Pocisk z czasów II wojny światowej wybuchł pod ciągnikiem, którym orał pole 23-letni rolnik z Leśnych Chałupek koło Opatowa. Nikt nie odniósł obrażeń, ale teren muszą przeszukać saperzy, bo może tam być więcej niewybuchów.
Młody rolnik wyjechał w sobotni wieczór na pole. Nagle za jego traktorem rozległ się wybuch. Okazało się, że rozdrabniarka do gałęzi, przyczepiona do traktora, trafiła na pocisk. Ten eksplodował, ale na szczęście mężczyźnie nic się nie stało, tylko rozdrabniarka jest uszkodzona.
Na miejsce eksplozji przyjechały straż pożarna i policja, która zabezpieczyła teren. - Rolnik może mówić o szczęściu, osłaniał go ciężki ciągnik - mówi sierżant Mariusz Mazur z patrolu saperskiego Ośrodka Szkolenia na potrzeby Sił Pokojowych w Kielcach.

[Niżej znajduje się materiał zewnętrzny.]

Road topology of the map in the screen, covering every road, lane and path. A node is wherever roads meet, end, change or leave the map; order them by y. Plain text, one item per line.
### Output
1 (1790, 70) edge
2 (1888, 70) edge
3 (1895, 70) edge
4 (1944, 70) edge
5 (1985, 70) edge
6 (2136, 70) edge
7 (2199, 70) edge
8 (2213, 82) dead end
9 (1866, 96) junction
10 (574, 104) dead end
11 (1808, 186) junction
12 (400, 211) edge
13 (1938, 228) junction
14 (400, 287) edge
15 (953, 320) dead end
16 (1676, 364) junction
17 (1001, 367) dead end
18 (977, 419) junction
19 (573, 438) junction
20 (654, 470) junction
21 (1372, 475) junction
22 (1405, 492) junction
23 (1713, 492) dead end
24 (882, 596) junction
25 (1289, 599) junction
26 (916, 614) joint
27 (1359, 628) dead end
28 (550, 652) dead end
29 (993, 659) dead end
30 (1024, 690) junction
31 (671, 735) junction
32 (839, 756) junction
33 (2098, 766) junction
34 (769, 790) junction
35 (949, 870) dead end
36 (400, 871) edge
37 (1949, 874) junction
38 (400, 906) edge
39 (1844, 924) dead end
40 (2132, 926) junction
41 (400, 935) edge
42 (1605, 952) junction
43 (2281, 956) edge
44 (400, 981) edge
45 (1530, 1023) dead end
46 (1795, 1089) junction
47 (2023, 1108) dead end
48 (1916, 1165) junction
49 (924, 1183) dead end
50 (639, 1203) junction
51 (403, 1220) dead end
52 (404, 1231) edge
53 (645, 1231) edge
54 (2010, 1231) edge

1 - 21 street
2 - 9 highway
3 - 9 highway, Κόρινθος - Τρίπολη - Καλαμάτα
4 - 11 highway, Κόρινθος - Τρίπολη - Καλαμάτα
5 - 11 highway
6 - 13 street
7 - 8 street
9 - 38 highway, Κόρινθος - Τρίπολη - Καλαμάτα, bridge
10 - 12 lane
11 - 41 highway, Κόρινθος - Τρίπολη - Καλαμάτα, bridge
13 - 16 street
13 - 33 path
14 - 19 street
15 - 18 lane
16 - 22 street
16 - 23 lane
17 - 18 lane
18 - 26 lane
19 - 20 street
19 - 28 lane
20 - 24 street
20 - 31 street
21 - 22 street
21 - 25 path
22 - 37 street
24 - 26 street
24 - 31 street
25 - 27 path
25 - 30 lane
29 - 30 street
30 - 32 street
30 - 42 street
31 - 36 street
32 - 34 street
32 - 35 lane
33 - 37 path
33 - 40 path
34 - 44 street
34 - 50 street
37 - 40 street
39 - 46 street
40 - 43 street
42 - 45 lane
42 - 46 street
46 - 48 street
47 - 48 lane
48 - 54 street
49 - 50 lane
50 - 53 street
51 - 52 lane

Przyczyną wybuchu mogła być też upalna pogoda, gdyż w nagrzanej ziemi łatwiej o eksplozję. Niewykluczone, że w pobliżu mogą się znajdować inne pociski. Dziś do akcji wkraczają saperzy z Kielc. - Takich niespodzianek może być jeszcze więcej. Cały czas mamy ruchy Ziemi, skały są wypychane na wierzch, a z nimi także niewybuchy - mówi Mariusz Mazur.
W tym roku kieleccy saperzy interweniowali 130 razy. - Takie sytuacje jak ta w sobotę trudno przewidzieć. Najgorsze jest to, że wiele osób zabiera ze sobą niewybuchy i eksperymentuje. A majstrowanie przy nich jest o wiele bardziej ryzykowne niż najechanie na jakiś ciągnikiem - mówi Mazur. Jako przykład saperzy podają przypadek 16-latka spod Staszowa, który w miniony piątek manipulował przy znalezionym niewypale. Był pasjonatem militariów, a rodzice kupili mu nawet sondę saperską. Niestety, zabawa zakończyła się fatalnie. Pocisk eksplodował. Chłopiec stracił trzy palce, ma też otwarte złamanie ręki.